The Terror of Gothic Noir MY NAME IS JULIA ROSS

When most people hear the term “Film Noir,” they tend to envision dark alleys, vile criminals, and steely private detectives out to give the bad guys the ol’ one-two.

But the hard-boiled variety is only one shade of the monochromatic noir color wheel. One of my favorite alternatives is the Gothic Noir, a subcategory combining Film Noir elements with those of Gothic romance literature and melodrama. They usually have women in the lead role rather than as the typical “femme fatale,” and they tend to blur the lines between crime fiction and horror.

One of the best examples of the Gothic Noir is the 1945 film My Name Is Julia Ross, a quick little B-picture that became a massive hit for Columbia and which feels incredibly fresh and immediate today, and terrifying to boot. The film is out on Blu-ray from Arrow Academy on February 19.

My Name Is Julia Ross is based on the novel The Woman in Red by Anthony Gilbert, the pen name of English author Lucy Beatrice Malleson. The screenplay was written by Muriel Roy Bolton and the film was directed by Joseph H. Lewis, an American filmmaker best known for his later 1950 film Gun Crazy. Unlike most noir of the time, My Name Is Julia Ross doesn’t revolve around two-bit hoods and tight-fisted tough guys, but instead focuses on a woman (played masterfully by Nina Foch) very much in peril—a peril placed on her for no reason other than her being in the wrong place at the wrong time. She’s forced to use her wits to save herself, which is especially hard as she’s on the verge of losing them.

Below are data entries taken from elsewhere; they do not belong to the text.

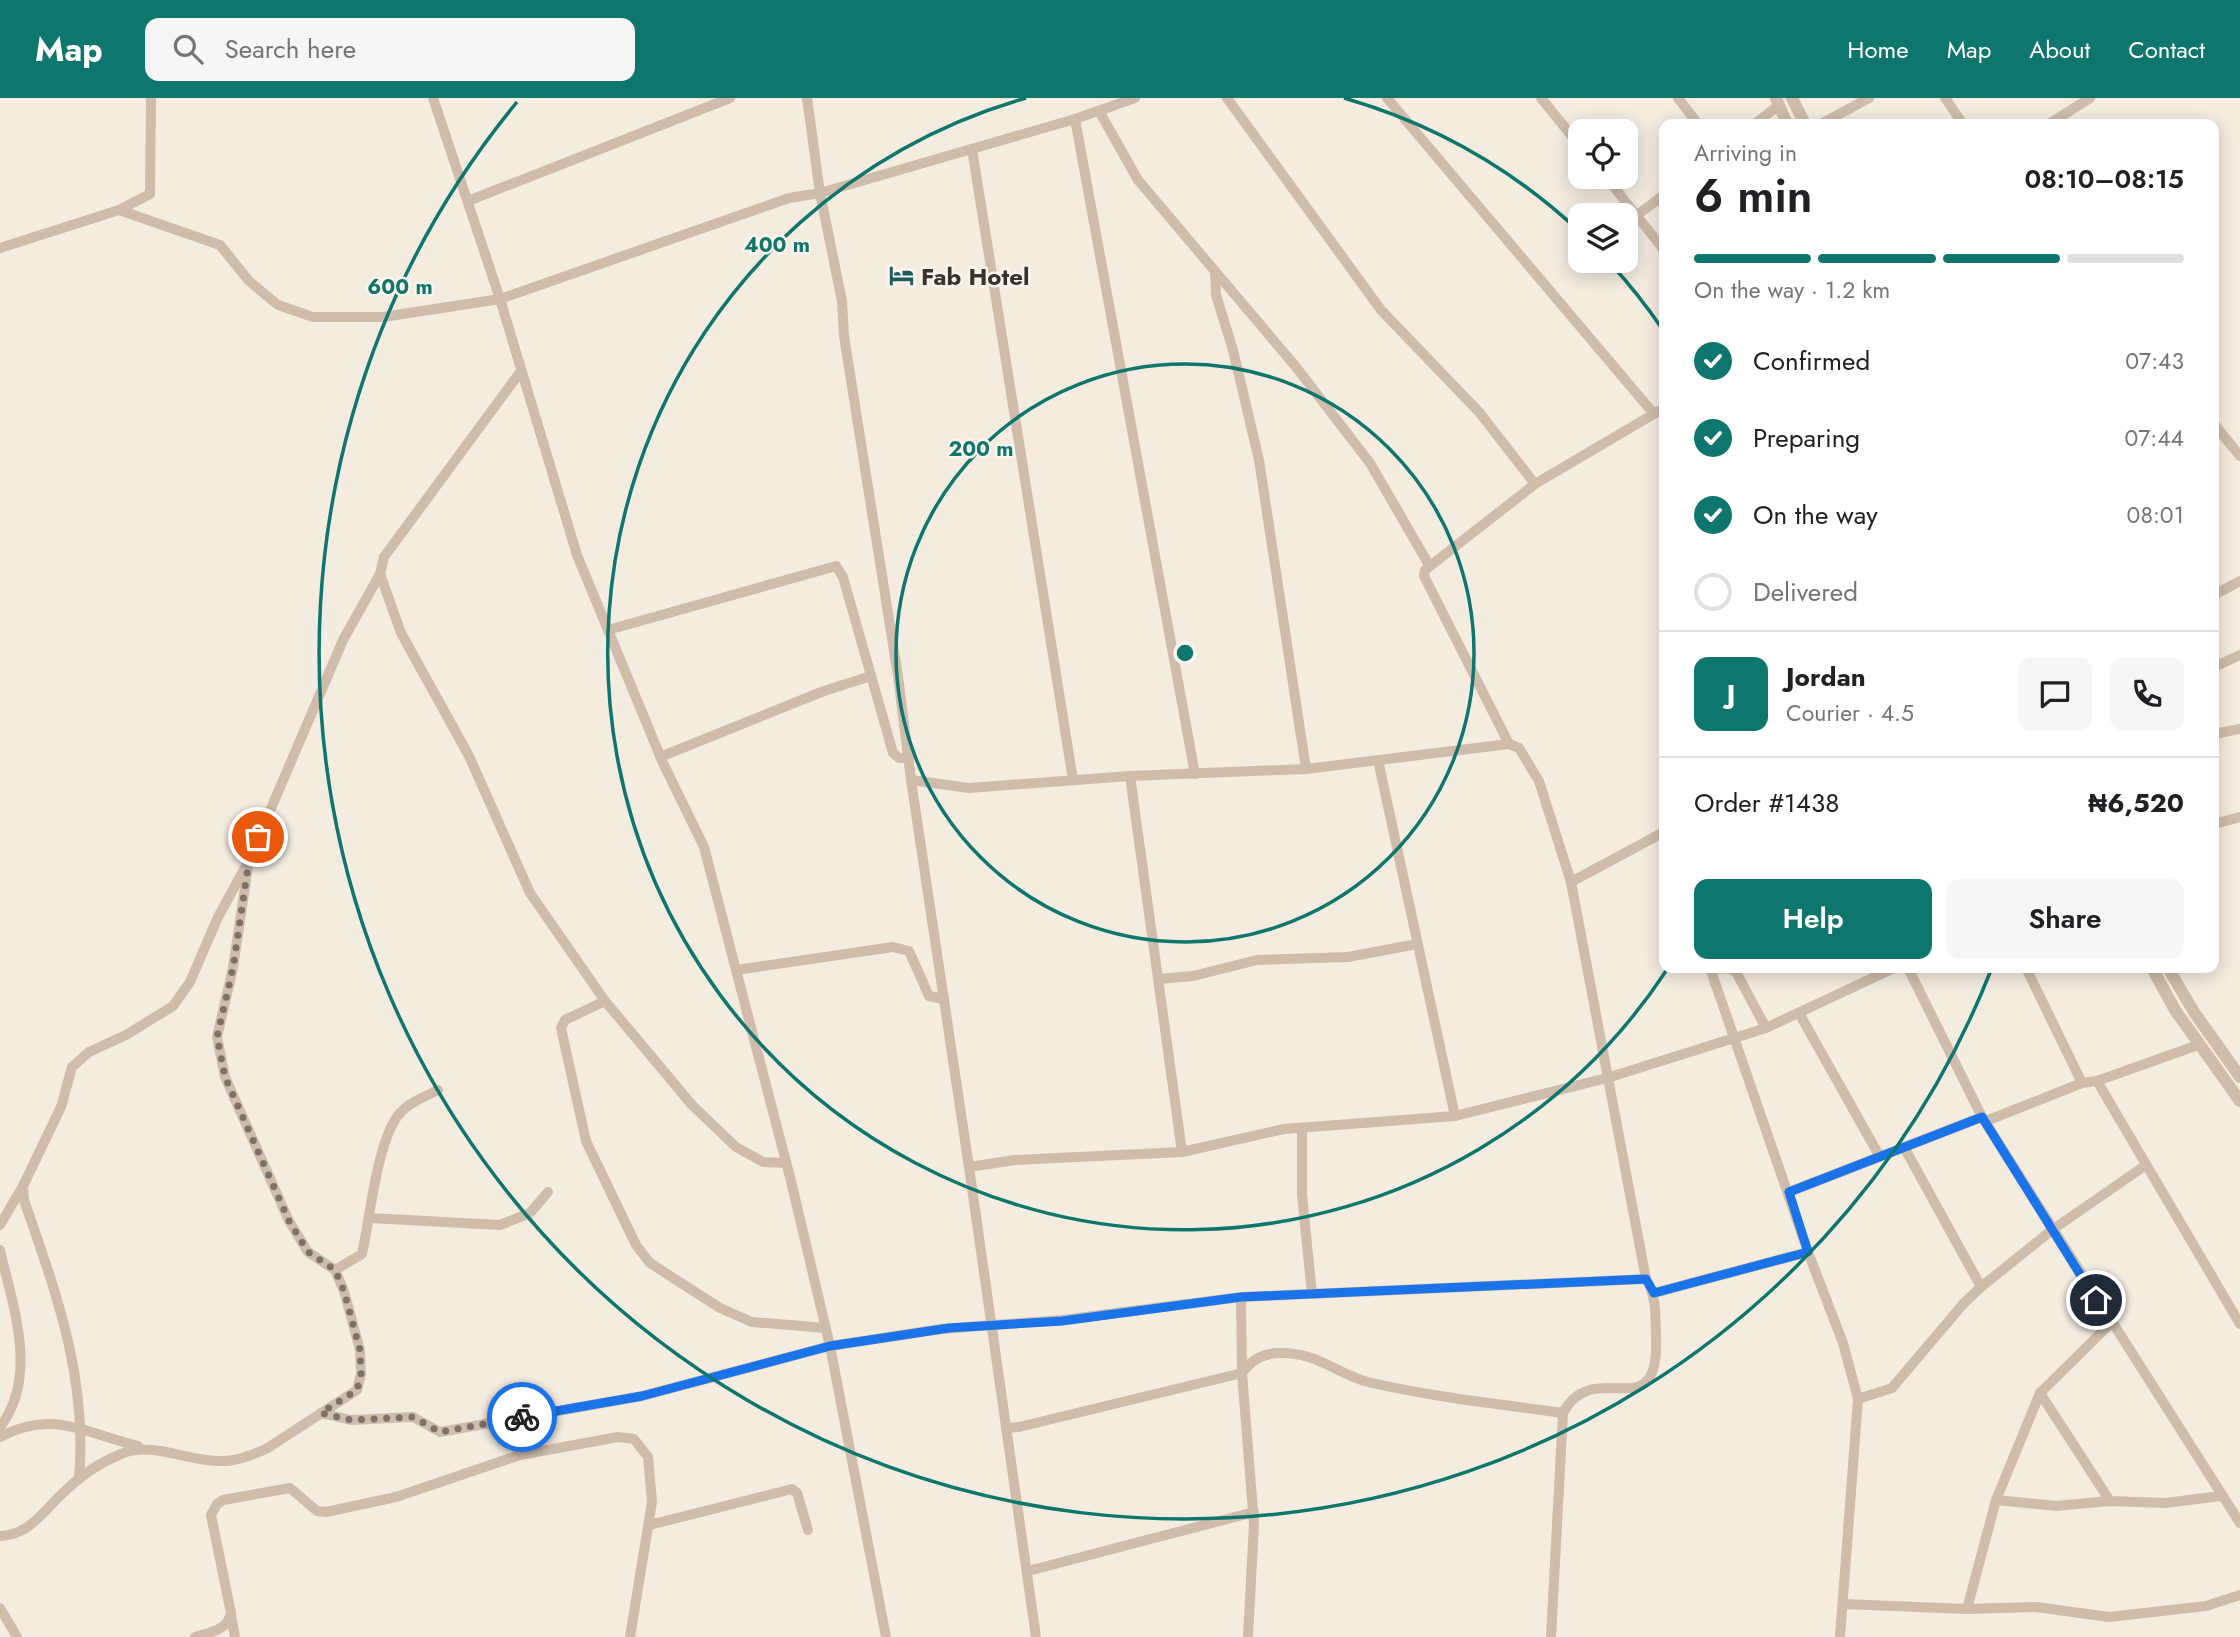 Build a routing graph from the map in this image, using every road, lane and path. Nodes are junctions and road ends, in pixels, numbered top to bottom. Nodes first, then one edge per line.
1 (151, 98) edge
2 (434, 98) edge
3 (730, 98) edge
4 (807, 98) edge
5 (1135, 98) edge
6 (1227, 98) edge
7 (1387, 98) edge
8 (1541, 98) edge
9 (1678, 98) edge
10 (1792, 98) edge
11 (1869, 98) edge
12 (1945, 98) edge
13 (2090, 98) edge
14 (1778, 102) edge
15 (2078, 102) edge
16 (1100, 111) junction
17 (1075, 119) junction
18 (1694, 119) edge
19 (1760, 119) edge
20 (1785, 119) edge
21 (1802, 119) edge
22 (1830, 119) edge
23 (1960, 119) edge
24 (2056, 119) edge
25 (1568, 131) edge
26 (972, 149) junction
27 (1616, 189) edge
28 (820, 193) junction
29 (1659, 199) edge
30 (468, 201) junction
31 (1627, 203) edge
32 (119, 210) junction
33 (1638, 214) edge
34 (1638, 216) edge
35 (1659, 244) edge
36 (0, 248) edge
37 (1215, 271) junction
38 (500, 299) junction
39 (521, 371) junction
40 (1659, 411) edge
41 (1654, 414) junction
42 (2219, 430) edge
43 (2240, 456) edge
44 (1535, 484) junction
45 (1429, 565) junction
46 (380, 574) junction
47 (2240, 581) edge
48 (2219, 593) edge
49 (608, 630) junction
50 (2240, 655) edge
51 (2219, 665) edge
52 (871, 676) junction
53 (2240, 729) edge
54 (2219, 733) edge
55 (1509, 744) junction
56 (660, 757) junction
57 (909, 758) junction
58 (1378, 760) junction
59 (1306, 769) junction
60 (1195, 774) junction
61 (1130, 776) junction
62 (911, 780) junction
63 (1073, 780) junction
64 (2240, 817) edge
65 (2219, 823) edge
66 (1659, 835) edge
67 (249, 860) junction
68 (1571, 882) junction
69 (1417, 944) junction
70 (736, 970) junction
71 (1713, 973) edge
72 (1737, 973) edge
73 (1864, 973) edge
74 (1883, 973) edge
75 (1911, 973) edge
76 (2028, 973) edge
77 (2155, 973) edge
78 (2171, 973) edge
79 (1159, 979) junction
80 (1867, 980) junction
81 (944, 999) junction
82 (605, 1001) junction
83 (1799, 1013) junction
84 (1766, 1028) junction
85 (1734, 1035) junction
86 (2198, 1045) junction
87 (1607, 1077) junction
88 (2240, 1077) edge
89 (2097, 1081) junction
90 (2082, 1083) junction
91 (438, 1090) dead end
92 (2238, 1095) edge
93 (1455, 1116) junction
94 (1984, 1119) junction
95 (1302, 1128) junction
96 (1904, 1147) junction
97 (1182, 1152) junction
98 (1880, 1157) junction
99 (786, 1163) junction
100 (2147, 1165) junction
101 (969, 1167) junction
102 (23, 1186) junction
103 (548, 1192) dead end
104 (1789, 1192) junction
105 (370, 1218) junction
106 (0, 1225) edge
107 (2052, 1230) junction
108 (0, 1250) edge
109 (1808, 1252) junction
110 (335, 1270) junction
111 (1646, 1279) junction
112 (1981, 1287) junction
113 (1654, 1293) junction
114 (1312, 1294) junction
115 (1241, 1297) junction
116 (2111, 1323) junction
117 (2240, 1324) edge
118 (990, 1326) junction
119 (826, 1328) junction
120 (830, 1346) junction
121 (1242, 1373) junction
122 (2040, 1393) junction
123 (1858, 1399) junction
124 (321, 1413) junction
125 (1563, 1413) junction
126 (1006, 1428) junction
127 (1, 1429) edge
128 (82, 1431) junction
129 (139, 1447) junction
130 (79, 1479) junction
131 (2221, 1496) junction
132 (1996, 1500) junction
133 (2110, 1501) junction
134 (1254, 1512) junction
135 (2240, 1523) edge
136 (649, 1525) junction
137 (808, 1530) dead end
138 (0, 1536) edge
139 (1028, 1571) junction
140 (2240, 1595) edge
141 (1843, 1604) junction
142 (0, 1608) edge
143 (1967, 1609) junction
144 (230, 1613) junction
145 (17, 1637) edge
146 (195, 1637) edge
147 (235, 1637) edge
148 (629, 1637) edge
149 (886, 1637) edge
150 (1036, 1637) edge
151 (1248, 1637) edge
152 (1551, 1637) edge
153 (1840, 1637) edge

1 - 32 street
2 - 30 street
3 - 30 street
4 - 28 street
5 - 16 street
6 - 44 street
7 - 41 street
8 - 25 street
9 - 18 street
10 - 21 street
11 - 22 street
12 - 23 street
13 - 15 street
14 - 19 street
14 - 20 street
15 - 24 street
16 - 17 street
16 - 37 street
17 - 26 street
17 - 60 street
26 - 28 street
26 - 63 street
27 - 31 street
28 - 38 street
28 - 57 street
29 - 33 street
30 - 38 street
32 - 36 street
32 - 38 street
34 - 35 street
37 - 45 street
37 - 59 street
38 - 39 street
39 - 46 street
39 - 49 street
40 - 41 street
41 - 44 street
42 - 43 street
44 - 45 street
45 - 55 street
46 - 67 street
46 - 82 street
47 - 48 street
49 - 52 street
49 - 56 street
50 - 51 street
52 - 56 street
52 - 57 street
53 - 54 street
55 - 58 street
55 - 68 street
56 - 70 street
57 - 62 street
58 - 59 street
58 - 69 street
59 - 60 street
60 - 61 street
61 - 63 street
61 - 79 street
62 - 63 street
62 - 81 street
64 - 65 street
66 - 68 street
67 - 102 street
67 - 110 street
68 - 87 street
69 - 79 street
69 - 93 street
70 - 81 street
70 - 99 street
71 - 85 street
72 - 84 street
73 - 80 street
74 - 80 street
75 - 94 street
76 - 90 street
77 - 86 street
78 - 88 street
79 - 97 street
80 - 83 street
81 - 101 street
82 - 99 street
82 - 119 street
83 - 84 street
83 - 98 street
84 - 85 street
85 - 87 street
85 - 104 street
86 - 89 street
86 - 92 street
87 - 93 street
87 - 111 street
89 - 90 street
89 - 100 street
90 - 94 street
91 - 105 street
93 - 95 street
94 - 96 street
94 - 107 street
95 - 97 street
95 - 114 street
96 - 98 street
96 - 112 street
97 - 101 street
98 - 104 street
99 - 119 street
100 - 107 street
100 - 117 street
101 - 118 street
102 - 106 street
102 - 128 street
103 - 105 street
104 - 109 street
105 - 110 street
107 - 112 street
107 - 116 street
108 - 127 street
109 - 113 street
109 - 123 street
110 - 124 street
111 - 113 street
111 - 114 street
112 - 123 street
113 - 125 street
114 - 115 street
115 - 118 street
115 - 121 street
116 - 122 street
116 - 131 street
118 - 120 street
118 - 126 street
119 - 120 street
120 - 124 street
120 - 149 street
121 - 125 street
121 - 126 street
121 - 134 street
122 - 132 street
122 - 133 street
123 - 141 street
124 - 129 street
125 - 152 street
126 - 139 street
127 - 128 street
128 - 129 street
128 - 130 street
129 - 130 street
130 - 138 street
131 - 133 street
131 - 135 street
132 - 133 street
132 - 143 street
134 - 139 street
134 - 151 street
136 - 137 street
136 - 144 street
136 - 148 street
139 - 150 street
140 - 143 street
141 - 143 street
141 - 153 street
142 - 145 street
144 - 146 street
144 - 147 street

The titular heroine is an American living in London without any family and only one friend, Dennis Bruce (Roland Varno), another American expat with whom Julia has the beginnings of a romance. She’s in need of work and is referred as the live-in secretary to wealthy widow Mrs. Hughes (May Whitty). After meeting Mrs. Hughes and her intense but seemingly harmless son Ralph (George Macready), Julia accepts the job.

Two days later, Julia wakes up in a large room in the Hughes’ seaside manor house. Both Mrs. Hughes and Ralph come in and speak to her as though she were Ralph’s ailing wife, Marion, who has had bouts of psychiatric trouble for years. The entire little town near Cornwall has been made aware that Marion Hughes would finally be joining her husband and mother-in-law, and no one will believe that Julia is, in fact, Julia, given what they know of Marion. So she has to use her wits to try to escape before the Hughes’ nefarious plot can come to fruition.

My Name Is Julia Ross was a suspenseful and often horrifying melodrama in its time; viewed through a contemporary lens, it’s all the more harrowing: a woman completely stripped of her identity and agency, thoroughly ignored by anyone who might be able to help, and constantly in danger of being killed. Nearly three quarters of a century after its release, a movie like this could be made today and change almost nothing of the plot and story. Gaslighting—the practice of systematically destabilizing a victim’s beliefs through denial, manipulation, misdirection, contradiction, and lies—was a term born of the 1938 play Gaslight about a woman driven insane by her evil husband, and is still a huge concern.

While firmly in the territory of the Film Noir, Julia Ross uses the trappings of Gothic literature to great effect. We have a giant, old-money mansion on a hill—overlooking a cliffside, even—a woman all but locked away in a room in said house, an old widow, and a psychopathic, overly coddled mama’s boy whose childishness is matched only by his quickness to violence. Ralph Hughes is one of screendom’s best boogeymen. Constantly running his fingers along some kind of knife, an extension of heavily implied sexual impotence manifesting in murder, Ralph feels like a clear progenitor of Norman Bates and Leatherface. His imposing physicality and wild eyes paint him as especially volatile.

But Ralph is the mad dog; none of this horrible plot would have been carried out if not for the conniving and thoroughly pitiless Mrs. Hughes. Like all great Gothic villainesses, Mrs. Hughes’ main goal is keeping her family safe and taken care of, even if it means covering up murder, kidnapping, and fraud. She’s the much more insidious figure in the film, and the one who truly enables Ralph to be the monster he is. She wields a high degree of control over her son and is trusted by the town simply for being old and wealthy.

A lesser movie might have made Julia truly doubt herself, and the movie does at times point to her perhaps having really lost her mind, but the film’s title makes it clear she has one universal truth to hang on to: her name is Julia Ross and someone will have to believe her. Much of the film’s runtime is devoted to her trying, often in vain, to reach someone who can help her, and ultimately she has to come up with a plan to help herself. The film’s would-be hero, Dennis, is little more than a plot point, the one person in the vicinity who can corroborate Julia’s truth. The actual heroism is all Julia; she’s a self-rescuing damsel.

My Name Is Julia Ross is a brisk 64 minutes long and was initially made as a cheapie B-movie, but it proved so well done that the studio moved it to A-status. All these years later, it’s a profoundly upsetting and troubling film, but one that’s intensely rewarding.